┏━━
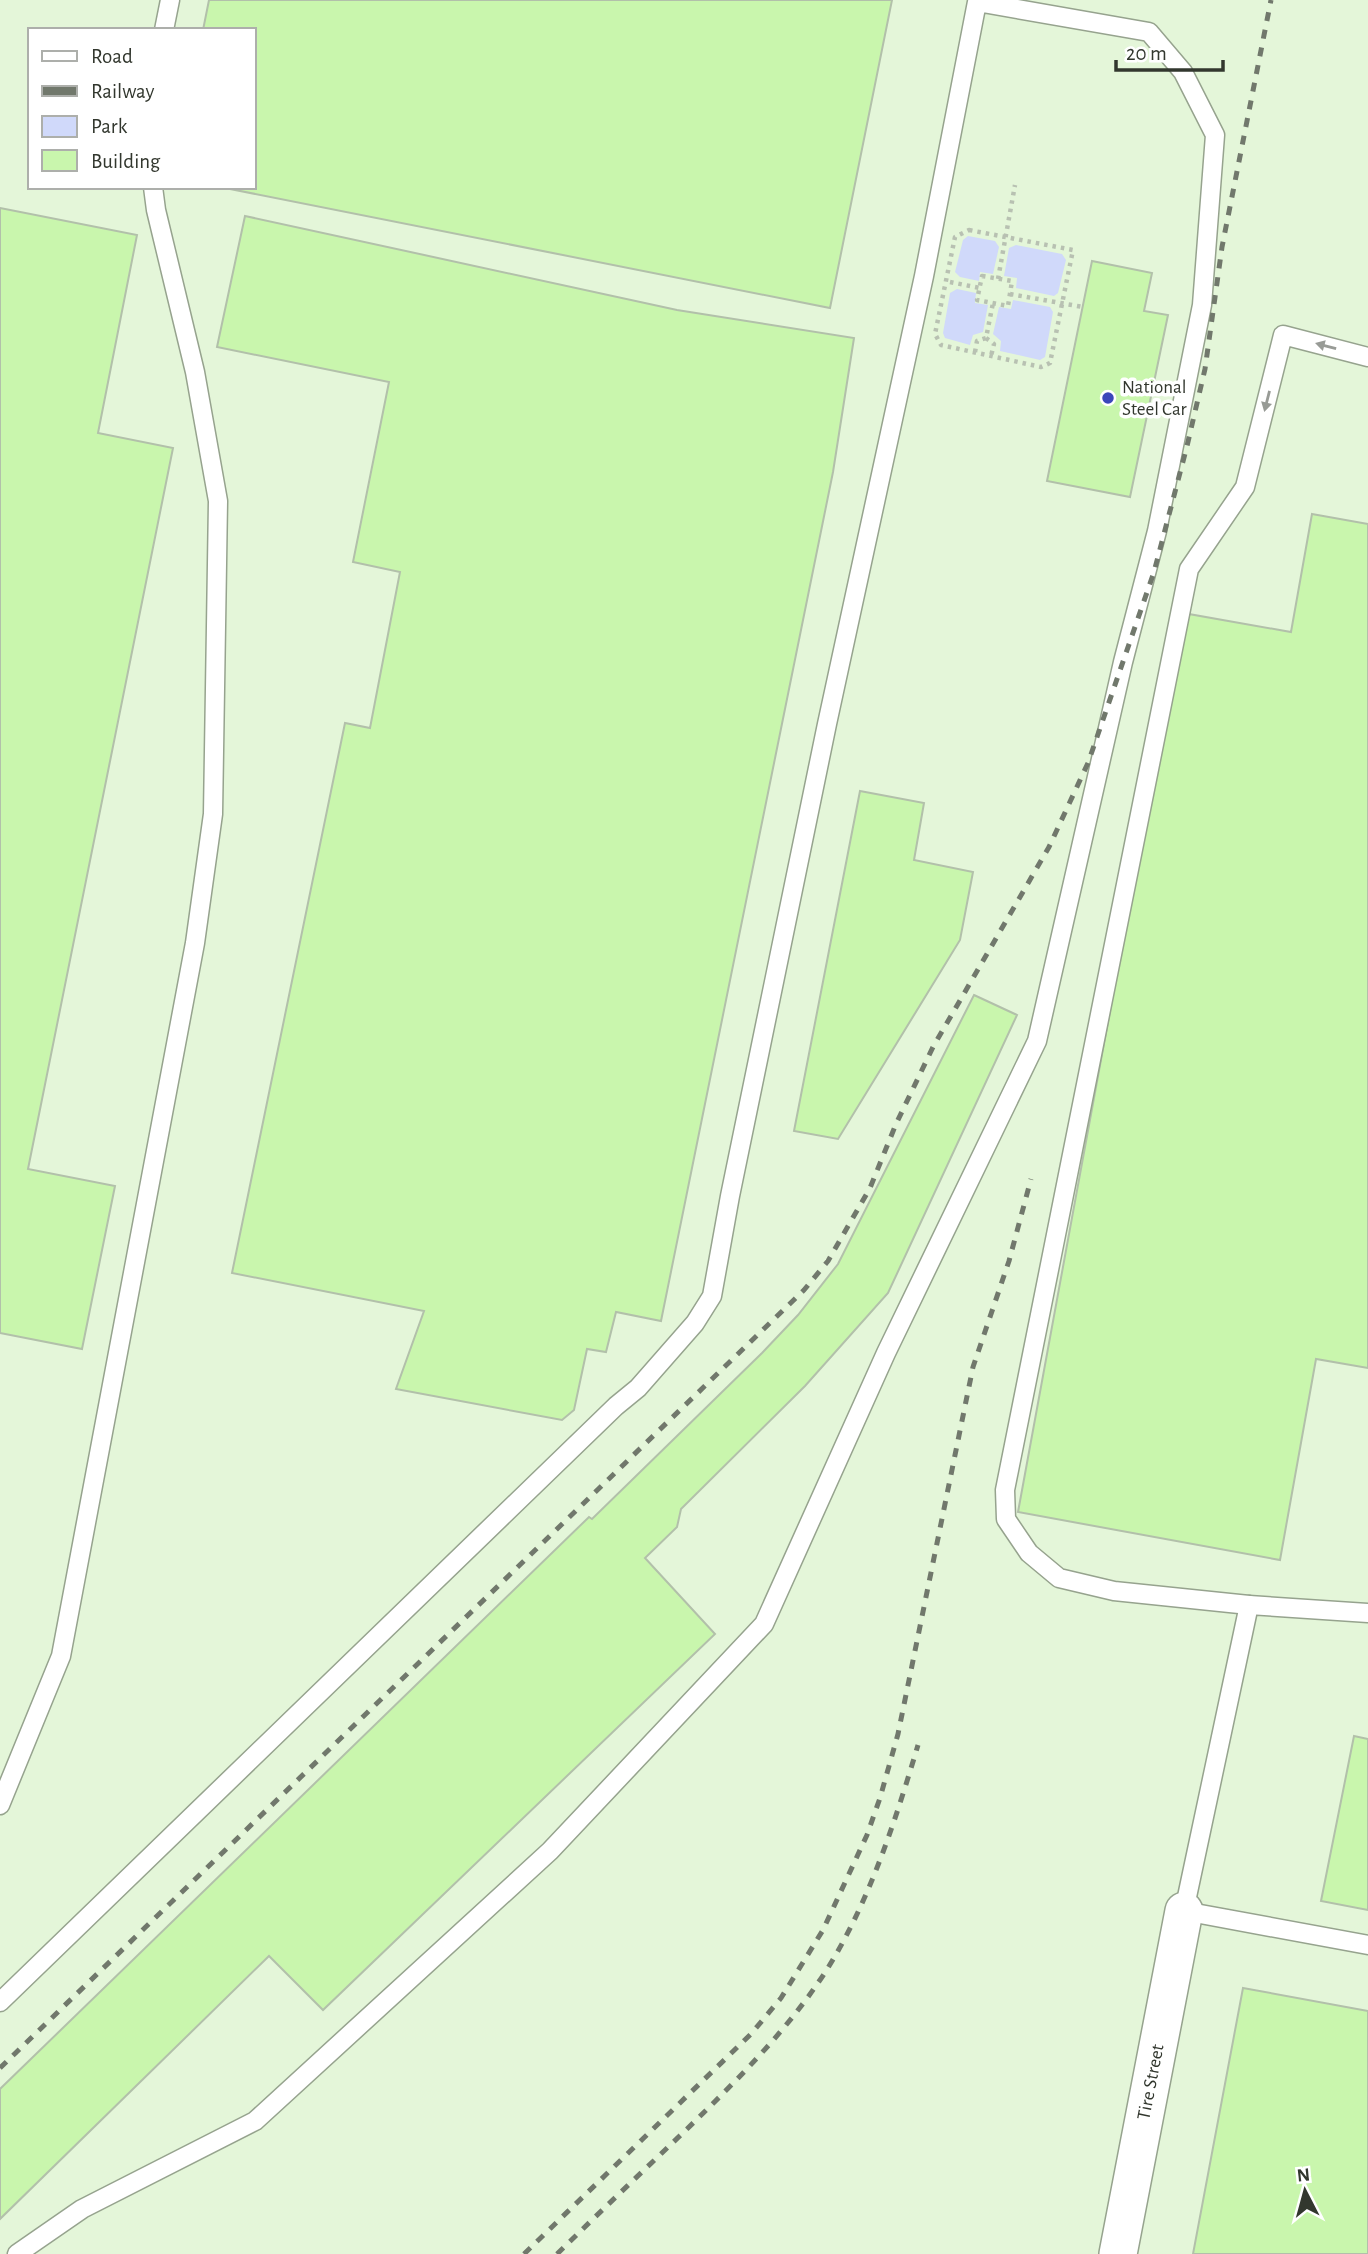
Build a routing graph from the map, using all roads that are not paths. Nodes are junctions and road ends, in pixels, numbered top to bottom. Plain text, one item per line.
1 (170, 0) edge
2 (164, 28) edge
3 (153, 189) edge
4 (1368, 357) edge
5 (1249, 1605) junction
6 (1365, 1616) edge
7 (0, 1805) edge
8 (1184, 1911) junction
9 (1368, 1945) edge
10 (0, 2002) edge
11 (17, 2254) edge
12 (1118, 2254) edge

1 - 2 lane
3 - 7 lane
4 -> 5 lane
5 - 6 lane
5 - 8 lane
8 - 9 lane
8 - 12 street, Tire Street
10 - 11 lane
┗━━
> [Task to carry out]
An exact reproduction of the data above is required, with every picture removed.

> [Answer space]
Build a routing graph from the map, using all roads that are not paths. Nodes are junctions and road ends, in pixels, numbered top to bottom. Plain text, one item per line.
1 (170, 0) edge
2 (164, 28) edge
3 (153, 189) edge
4 (1368, 357) edge
5 (1249, 1605) junction
6 (1365, 1616) edge
7 (0, 1805) edge
8 (1184, 1911) junction
9 (1368, 1945) edge
10 (0, 2002) edge
11 (17, 2254) edge
12 (1118, 2254) edge

1 - 2 lane
3 - 7 lane
4 -> 5 lane
5 - 6 lane
5 - 8 lane
8 - 9 lane
8 - 12 street, Tire Street
10 - 11 lane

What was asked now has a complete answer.